Hacker News new | past | comments | ask | show | jobs | submit login
Why I Don't Hate Git: Hidden Consistency (pocoo.org)
157 points by kozlovsky on Feb 17, 2015 | hide | past | favorite | 48 comments



(copied over from lobsters, with links to more material there: https://lobste.rs/s/odj5y1/why_i_don_t_hate_git_hidden_consi... )

Haha, I spurred this debate with mitsuhiko over IRC yesterday. I was arguing with him over git vs hg yesterday, and this blog post is obviously his retort. Here is my defence of Mercurial:

Mercurial’s design aims to welcome people who come from other VCSes. It started being welcoming to CVS and SVN users, and its CLI mimicked those, as well, as a few ideas of Bitkeeper. Git’s initial design was very bitkeeper-like too, such as branching-by-cloning being the only way to branch. Nowadays, Mercurial also makes some concessions to git users.

Despite its various sources of inspiration, Mercurial works hard to keep all of these ideas consistent. Commands rarely grow new options.

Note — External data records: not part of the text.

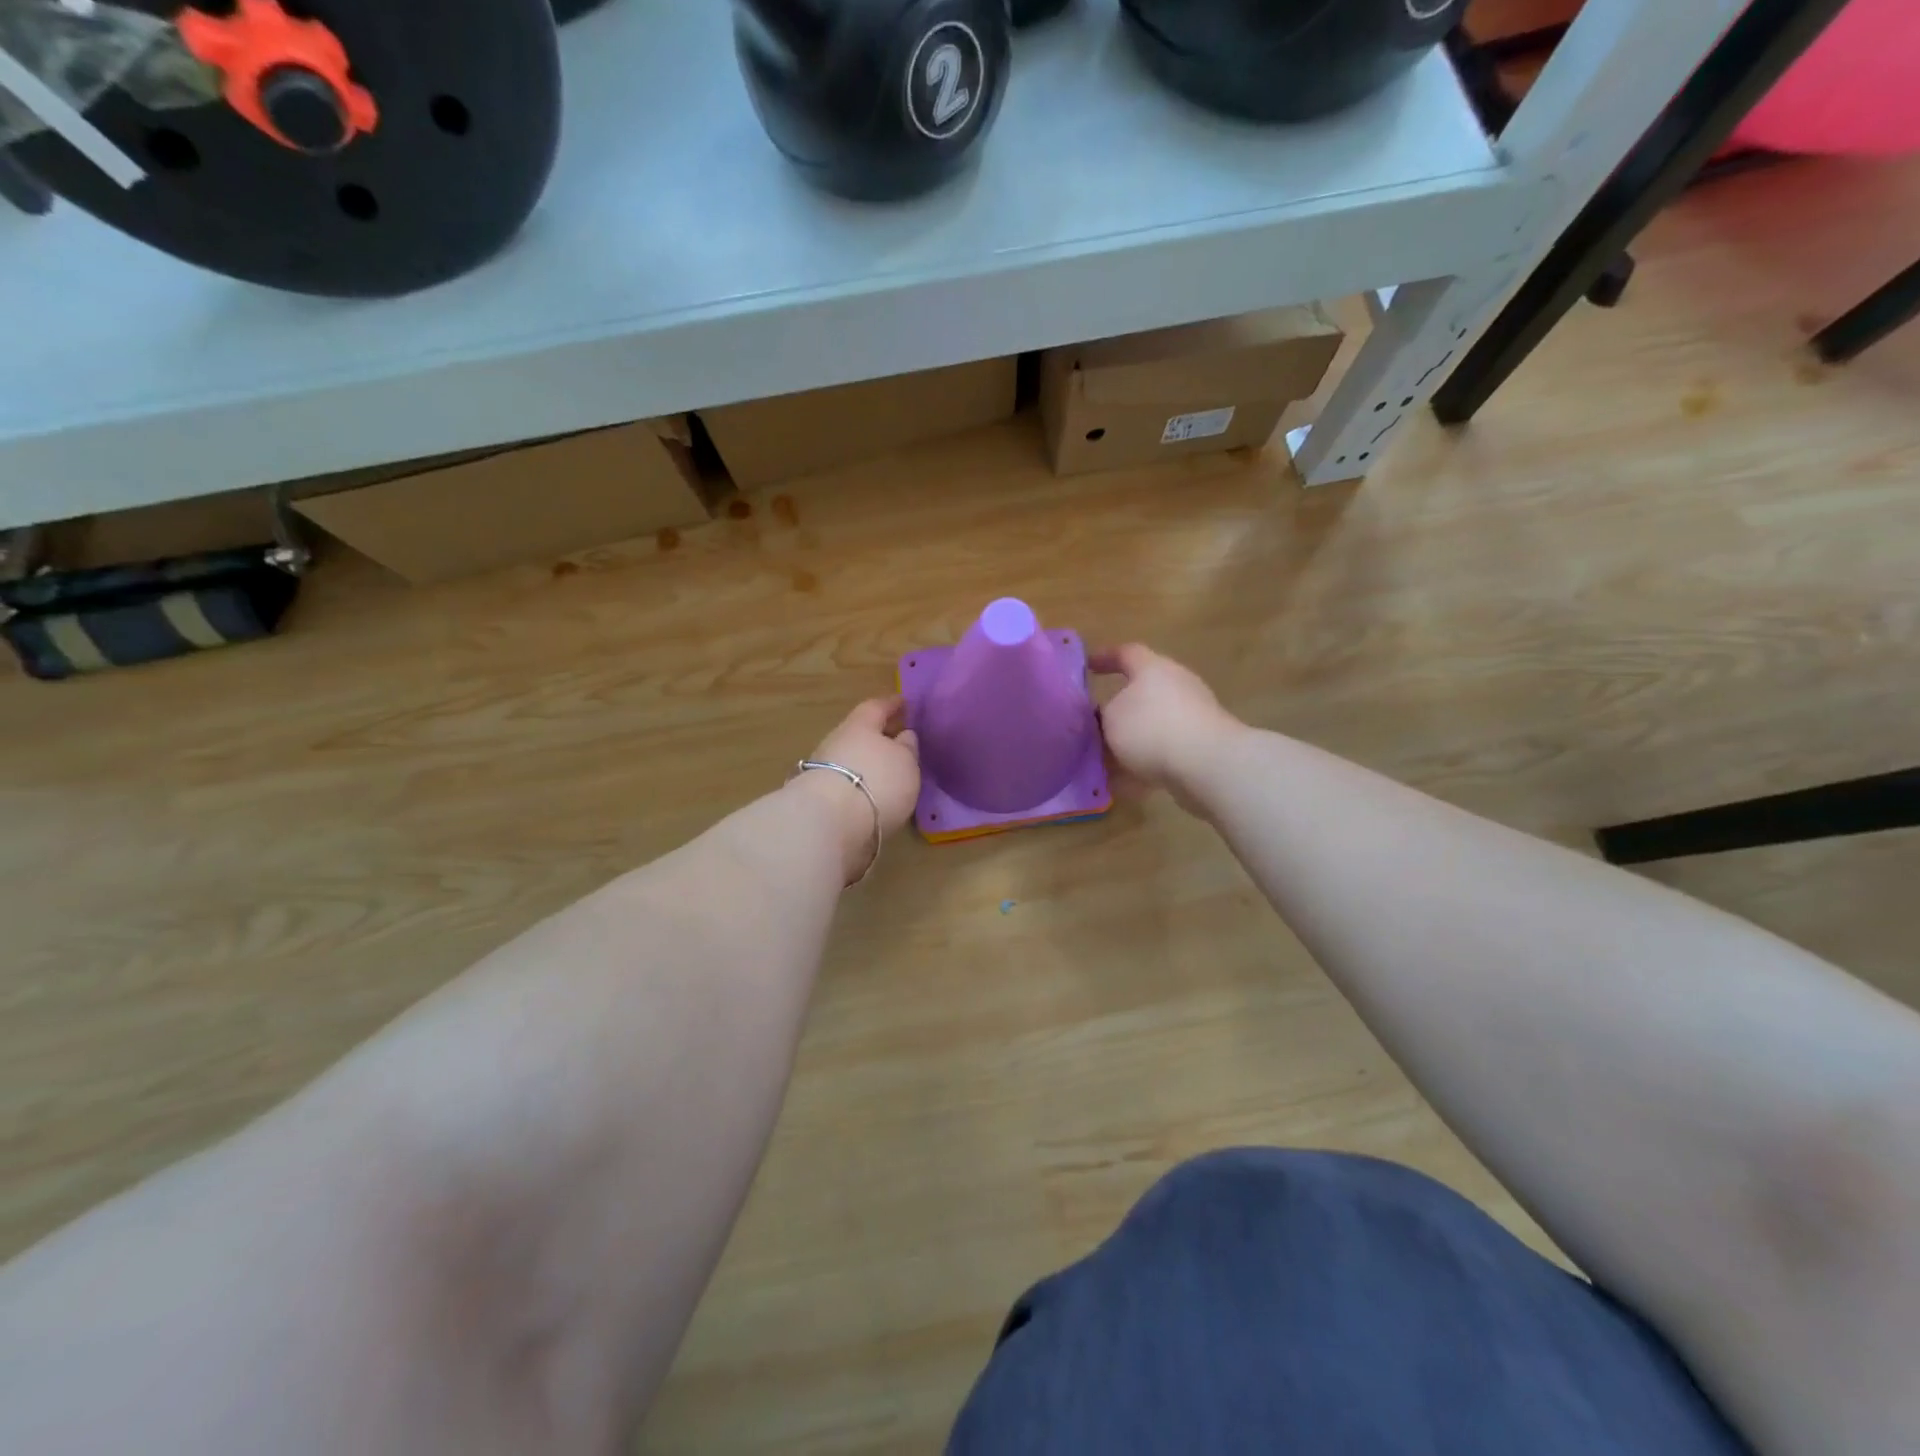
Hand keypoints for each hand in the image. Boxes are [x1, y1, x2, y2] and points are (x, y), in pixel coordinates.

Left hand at [790, 696, 921, 882]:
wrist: (829, 822)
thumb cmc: (876, 781)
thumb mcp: (905, 762)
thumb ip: (907, 748)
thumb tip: (904, 736)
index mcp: (859, 725)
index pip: (877, 707)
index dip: (892, 705)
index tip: (903, 702)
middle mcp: (838, 742)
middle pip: (861, 734)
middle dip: (879, 738)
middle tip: (899, 742)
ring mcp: (824, 771)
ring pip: (851, 761)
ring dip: (868, 765)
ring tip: (890, 776)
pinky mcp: (819, 800)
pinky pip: (846, 785)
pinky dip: (860, 787)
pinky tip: (873, 798)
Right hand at [1090, 644, 1242, 798]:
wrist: (1206, 764)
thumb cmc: (1151, 729)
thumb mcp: (1110, 720)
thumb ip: (1103, 715)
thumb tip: (1106, 717)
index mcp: (1153, 668)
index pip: (1126, 653)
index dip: (1105, 657)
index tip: (1088, 666)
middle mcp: (1177, 684)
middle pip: (1143, 689)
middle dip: (1120, 705)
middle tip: (1096, 721)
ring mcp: (1194, 713)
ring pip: (1154, 721)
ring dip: (1133, 737)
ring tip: (1109, 757)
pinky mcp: (1203, 742)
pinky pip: (1167, 747)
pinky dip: (1148, 759)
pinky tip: (1130, 780)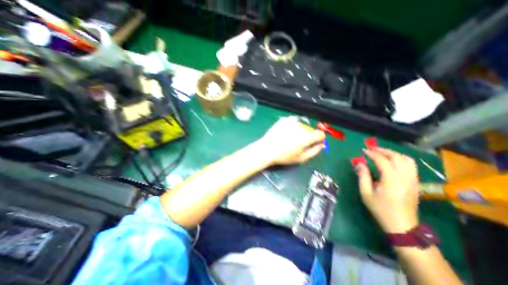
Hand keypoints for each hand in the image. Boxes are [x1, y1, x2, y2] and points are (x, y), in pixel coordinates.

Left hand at [259, 117, 324, 165]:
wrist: (267, 149)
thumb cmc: (284, 156)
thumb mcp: (301, 158)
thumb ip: (314, 151)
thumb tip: (322, 145)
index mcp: (306, 138)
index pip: (320, 134)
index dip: (319, 138)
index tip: (315, 142)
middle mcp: (300, 128)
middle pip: (310, 130)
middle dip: (308, 136)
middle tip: (298, 143)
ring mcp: (291, 122)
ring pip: (302, 125)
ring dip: (300, 130)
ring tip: (290, 138)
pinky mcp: (284, 120)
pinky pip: (293, 120)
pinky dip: (293, 125)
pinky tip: (287, 131)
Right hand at [354, 147, 420, 233]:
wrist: (402, 225)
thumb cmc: (380, 209)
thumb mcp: (366, 193)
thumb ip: (363, 176)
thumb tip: (360, 164)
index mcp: (391, 180)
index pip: (382, 160)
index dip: (372, 153)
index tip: (363, 151)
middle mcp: (405, 177)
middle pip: (397, 157)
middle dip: (383, 150)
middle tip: (372, 149)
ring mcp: (413, 180)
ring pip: (407, 160)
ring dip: (394, 153)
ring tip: (382, 153)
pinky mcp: (416, 183)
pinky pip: (411, 166)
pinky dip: (401, 159)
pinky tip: (392, 162)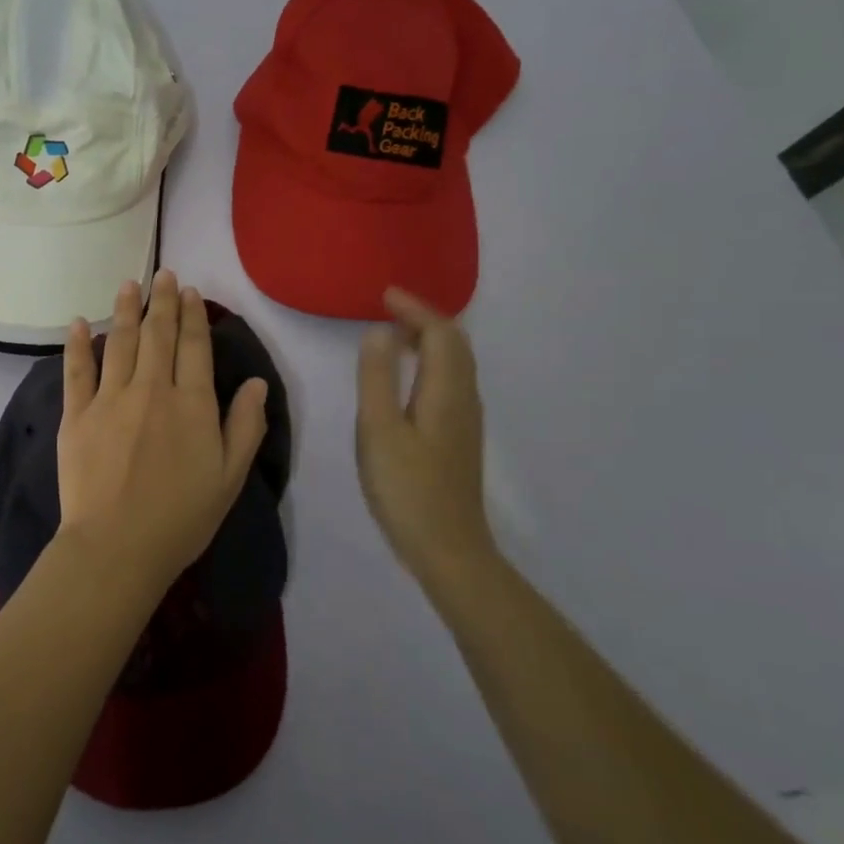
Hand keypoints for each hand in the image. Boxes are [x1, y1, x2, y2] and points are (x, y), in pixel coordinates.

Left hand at [56, 271, 269, 595]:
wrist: (117, 546)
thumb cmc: (181, 518)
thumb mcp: (230, 478)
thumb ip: (245, 427)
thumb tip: (257, 382)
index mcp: (192, 404)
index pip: (194, 347)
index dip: (194, 316)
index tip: (191, 292)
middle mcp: (152, 389)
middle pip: (158, 334)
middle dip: (163, 301)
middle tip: (164, 274)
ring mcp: (110, 399)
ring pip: (120, 342)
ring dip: (126, 309)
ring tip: (129, 284)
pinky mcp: (76, 415)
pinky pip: (77, 370)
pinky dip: (78, 344)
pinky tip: (80, 322)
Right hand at [356, 287, 495, 586]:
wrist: (447, 548)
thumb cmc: (407, 488)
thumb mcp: (378, 430)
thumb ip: (377, 378)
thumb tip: (380, 331)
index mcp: (446, 391)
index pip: (440, 333)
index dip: (415, 308)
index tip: (383, 295)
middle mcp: (464, 398)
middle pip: (455, 344)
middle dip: (424, 319)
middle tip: (387, 309)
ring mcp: (465, 420)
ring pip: (455, 364)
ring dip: (429, 340)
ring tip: (394, 336)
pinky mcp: (459, 437)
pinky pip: (450, 382)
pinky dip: (430, 363)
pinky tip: (407, 379)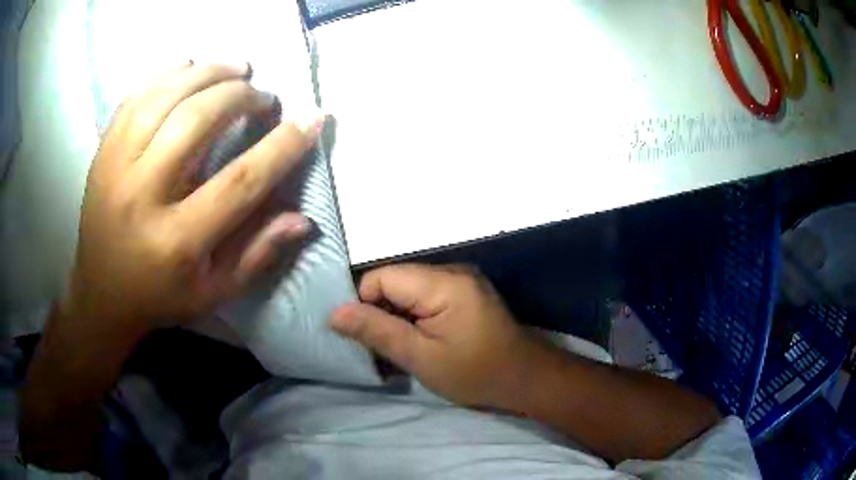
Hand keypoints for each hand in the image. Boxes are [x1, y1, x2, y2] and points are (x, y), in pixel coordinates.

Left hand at [65, 62, 323, 333]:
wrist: (101, 292)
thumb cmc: (160, 296)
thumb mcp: (213, 292)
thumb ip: (257, 255)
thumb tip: (302, 219)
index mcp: (176, 242)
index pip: (239, 182)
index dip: (282, 146)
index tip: (310, 119)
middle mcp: (142, 197)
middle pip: (196, 122)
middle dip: (240, 97)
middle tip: (262, 95)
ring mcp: (116, 168)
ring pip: (164, 98)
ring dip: (207, 72)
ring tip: (235, 68)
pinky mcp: (103, 153)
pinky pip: (135, 96)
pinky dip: (167, 73)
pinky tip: (190, 66)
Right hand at [331, 264, 541, 407]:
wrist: (525, 379)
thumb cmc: (475, 372)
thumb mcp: (421, 358)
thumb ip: (377, 331)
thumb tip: (334, 312)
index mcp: (443, 282)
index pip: (381, 277)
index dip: (364, 304)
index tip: (366, 337)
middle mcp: (452, 271)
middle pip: (395, 281)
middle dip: (380, 312)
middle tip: (383, 348)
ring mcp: (461, 280)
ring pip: (408, 290)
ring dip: (397, 317)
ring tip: (400, 348)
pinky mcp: (465, 292)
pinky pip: (426, 296)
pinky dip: (415, 317)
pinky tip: (419, 341)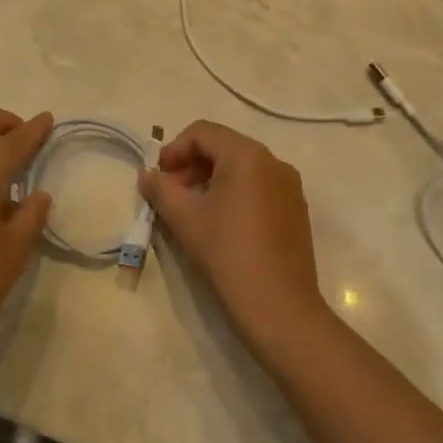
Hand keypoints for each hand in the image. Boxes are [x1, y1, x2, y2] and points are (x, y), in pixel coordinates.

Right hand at [140, 120, 329, 358]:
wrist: (280, 309)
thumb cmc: (228, 254)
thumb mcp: (185, 219)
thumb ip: (161, 189)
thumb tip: (147, 174)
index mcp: (247, 155)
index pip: (202, 133)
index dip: (174, 150)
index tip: (157, 177)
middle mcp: (273, 162)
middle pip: (223, 147)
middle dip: (191, 165)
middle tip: (170, 194)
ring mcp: (289, 186)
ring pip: (241, 168)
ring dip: (210, 179)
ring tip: (191, 210)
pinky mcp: (296, 210)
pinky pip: (258, 187)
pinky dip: (234, 193)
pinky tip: (220, 223)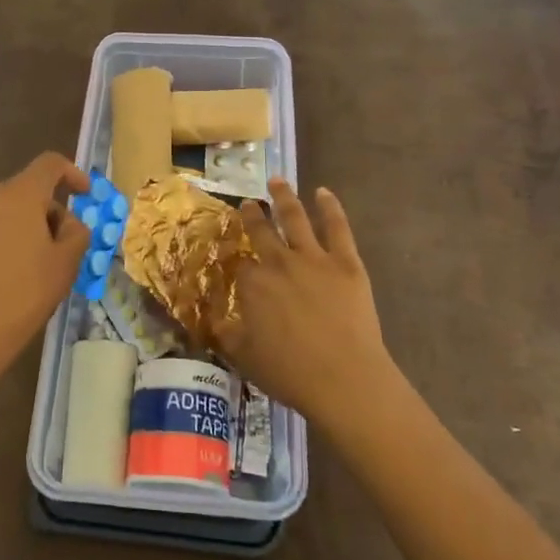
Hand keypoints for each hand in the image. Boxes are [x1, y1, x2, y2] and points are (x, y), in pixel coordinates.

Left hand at [0, 151, 90, 381]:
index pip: (49, 164)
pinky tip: (13, 270)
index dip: (73, 174)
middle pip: (29, 189)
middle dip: (51, 210)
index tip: (86, 196)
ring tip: (39, 262)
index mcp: (17, 193)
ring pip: (8, 208)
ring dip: (29, 224)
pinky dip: (7, 236)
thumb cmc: (24, 293)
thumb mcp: (66, 263)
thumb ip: (77, 232)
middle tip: (66, 245)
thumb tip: (69, 223)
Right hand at [216, 179, 393, 424]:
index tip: (233, 253)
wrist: (344, 379)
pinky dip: (330, 207)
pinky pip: (337, 227)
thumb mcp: (245, 358)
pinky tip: (323, 192)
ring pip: (294, 218)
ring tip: (278, 181)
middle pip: (261, 231)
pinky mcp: (345, 262)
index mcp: (253, 285)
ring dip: (284, 197)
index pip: (240, 264)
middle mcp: (279, 262)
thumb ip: (227, 334)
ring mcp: (313, 258)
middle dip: (253, 215)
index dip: (236, 259)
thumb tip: (213, 320)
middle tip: (249, 202)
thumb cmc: (290, 374)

Many deviations from core functionality are first tested in optional extensions for a long time before going into the core. Lots of time is spent bikeshedding what a command’s name should be, and what language the documentation should use. Consistency is very important. Backwards compatibility is tantamount. The CLI is the UI and the API.

A thing git is often lauded for is the simplicity of its internals, which are frequently deemed to be as simple as to not be internal at all. Despite being a binary format, Mercurial’s revlogs are also approximately simple, which is why people sometimes write parsers in other languages.

But Mercurial is a lot more than just git-with-a-nicer-UI. There are many exciting features in Mercurial, features that I don’t think will ever make it into git because they are just too different from the way git works. Mercurial Evolve really changes the way we collaboratively edit commits. Templates and revsets can be combined to program interesting extensions. New extensions can scale Mercurial into gigantic repos.

And because I think these ideas are so great and must be explored and improved, I will keep using Mercurial, teaching Mercurial, and improving Mercurial


No, Mecurial revlogs are not approximately simple. They were designed to be an append-only log for individual files, in the same way that CVS and RCS performed file-level change repositories. This choice causes problems when doing file renames and history merging because you need to either duplicate data or provide complex pointers between filenames which may not even exist in the tip.

I wrote a post comparing the file layouts a few years ago:

http://alblue.bandlem.com/2011/03/mercurial-and-git-technica...

The TLDR is that Mecurial revlogs were designed from lofty architectural goals (append-only formats, designed to be parsed forwards) whereas Git is just an object soup with pointers to other objects in the same soup. As a result, different file storage mechanisms have been created (direct file, push to remote HTTP/S3, BigTable etc.) and new features (bitmaps, packed archives, delta compression between the same and different filenames) have been grafted on over time. The format is also versioned, with feature versions being added at a later stage to the transport protocols that ship packs of these deltas between versions.

Frankly the only valid criticism of Git appears to be 'The command line flags are a little funky' and given the extensive Git tooling that has been built (it's provided by default in Visual Studio, Eclipse, IntelliJ, Xcode and others) the fact that command line tooling takes a bit of getting used to is really such a non-issue that I'm not going to waste further time talking about it here.

Mercurial is dead, but its fans just haven't noticed yet.


There are problems with Git's "object soup" approach, too. For example:

(1) The performance issues with "git blame" appear to be essentially unfixable. That tradeoff is by design [1]. Note that by "performance issues" I mean that git blame can take several minutes on some repositories (e.g. src/xdisp.c in Emacs).

(2) Git is pretty much tied to a 1:1 repository:directory model and cannot safely support a 1:1 branch:directory model with multiple branch checkouts sharing a repository (git-new-workdir as the closest approximation is not safe).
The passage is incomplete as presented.